◆ **ENTRIES SHOWN**:
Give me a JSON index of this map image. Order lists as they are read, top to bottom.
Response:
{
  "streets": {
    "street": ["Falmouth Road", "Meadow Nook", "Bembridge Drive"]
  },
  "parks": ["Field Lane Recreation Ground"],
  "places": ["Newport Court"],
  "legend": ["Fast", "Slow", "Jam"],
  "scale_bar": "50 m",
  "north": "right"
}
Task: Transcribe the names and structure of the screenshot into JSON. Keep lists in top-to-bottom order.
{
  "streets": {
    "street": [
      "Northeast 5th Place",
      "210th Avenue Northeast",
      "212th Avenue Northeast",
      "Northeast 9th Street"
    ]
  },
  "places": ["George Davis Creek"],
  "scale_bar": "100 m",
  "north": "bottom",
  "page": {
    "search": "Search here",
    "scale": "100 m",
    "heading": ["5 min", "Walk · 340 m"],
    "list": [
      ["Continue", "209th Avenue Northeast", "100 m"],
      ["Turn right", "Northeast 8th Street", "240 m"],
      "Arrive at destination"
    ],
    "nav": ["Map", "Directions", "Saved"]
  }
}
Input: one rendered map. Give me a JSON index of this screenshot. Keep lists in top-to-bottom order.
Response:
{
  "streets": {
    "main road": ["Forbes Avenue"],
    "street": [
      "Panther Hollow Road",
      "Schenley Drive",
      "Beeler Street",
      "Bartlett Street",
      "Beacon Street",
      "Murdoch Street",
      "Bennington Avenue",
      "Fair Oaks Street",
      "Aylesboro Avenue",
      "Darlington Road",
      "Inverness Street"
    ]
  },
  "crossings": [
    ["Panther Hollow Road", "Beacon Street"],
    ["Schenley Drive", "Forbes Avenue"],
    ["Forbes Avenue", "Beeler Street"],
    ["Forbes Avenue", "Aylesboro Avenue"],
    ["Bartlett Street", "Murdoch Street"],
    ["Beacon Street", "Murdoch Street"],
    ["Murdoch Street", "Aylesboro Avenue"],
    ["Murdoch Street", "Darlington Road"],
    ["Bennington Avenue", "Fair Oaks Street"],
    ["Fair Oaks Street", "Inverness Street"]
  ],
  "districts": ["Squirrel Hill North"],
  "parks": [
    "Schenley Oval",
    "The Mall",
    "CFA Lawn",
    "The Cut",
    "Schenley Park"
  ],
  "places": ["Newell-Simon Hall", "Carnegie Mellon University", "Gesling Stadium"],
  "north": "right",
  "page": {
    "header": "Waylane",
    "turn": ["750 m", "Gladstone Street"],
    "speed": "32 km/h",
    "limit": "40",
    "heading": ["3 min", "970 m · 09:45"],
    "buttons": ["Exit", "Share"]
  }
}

◆ **WHAT IS EXPECTED**: The data above needs retyping. Reproduce each line exactly.

◆ **COMPLETED TASK**:
Give me a JSON index of this map image. Order lists as they are read, top to bottom.
Response:
{
  "streets": {
    "street": ["Falmouth Road", "Meadow Nook", "Bembridge Drive"]
  },
  "parks": ["Field Lane Recreation Ground"],
  "places": ["Newport Court"],
  "legend": ["Fast", "Slow", "Jam"],
  "scale_bar": "50 m",
  "north": "right"
}
Task: Transcribe the names and structure of the screenshot into JSON. Keep lists in top-to-bottom order.
{
  "streets": {
    "street": [
      "Northeast 5th Place",
      "210th Avenue Northeast",
      "212th Avenue Northeast",
      "Northeast 9th Street"
    ]
  },
  "places": ["George Davis Creek"],
  "scale_bar": "100 m",
  "north": "bottom",
  "page": {
    "search": "Search here",
    "scale": "100 m",
    "heading": ["5 min", "Walk · 340 m"],
    "list": [
      ["Continue", "209th Avenue Northeast", "100 m"],
      ["Turn right", "Northeast 8th Street", "240 m"],
      "Arrive at destination"
    ],
    "nav": ["Map", "Directions", "Saved"]
  }
}
Input: one rendered map. Give me a JSON index of this screenshot. Keep lists in top-to-bottom order.
Response:
{
  "streets": {
    "main road": ["Forbes Avenue"],
    "street": [
      "Panther Hollow Road",
      "Schenley Drive",
      "Beeler Street",
      "Bartlett Street",
      "Beacon Street",
      "Murdoch Street",
      "Bennington Avenue",
      "Fair Oaks Street",
      "Aylesboro Avenue",
      "Darlington Road",
      "Inverness Street"
    ]
  },
  "crossings": [
    ["Panther Hollow Road", "Beacon Street"],
    ["Schenley Drive", "Forbes Avenue"],
    ["Forbes Avenue", "Beeler Street"],
    ["Forbes Avenue", "Aylesboro Avenue"],
    ["Bartlett Street", "Murdoch Street"],
    ["Beacon Street", "Murdoch Street"],
    ["Murdoch Street", "Aylesboro Avenue"],
    ["Murdoch Street", "Darlington Road"],
    ["Bennington Avenue", "Fair Oaks Street"],
    ["Fair Oaks Street", "Inverness Street"]
  ],
  "districts": ["Squirrel Hill North"],
  "parks": [
    "Schenley Oval",
    "The Mall",
    "CFA Lawn",
    "The Cut",
    "Schenley Park"
  ],
  "places": ["Newell-Simon Hall", "Carnegie Mellon University", "Gesling Stadium"],
  "north": "right",
  "page": {
    "header": "Waylane",
    "turn": ["750 m", "Gladstone Street"],
    "speed": "32 km/h",
    "limit": "40",
    "heading": ["3 min", "970 m · 09:45"],
    "buttons": ["Exit", "Share"]
  }
}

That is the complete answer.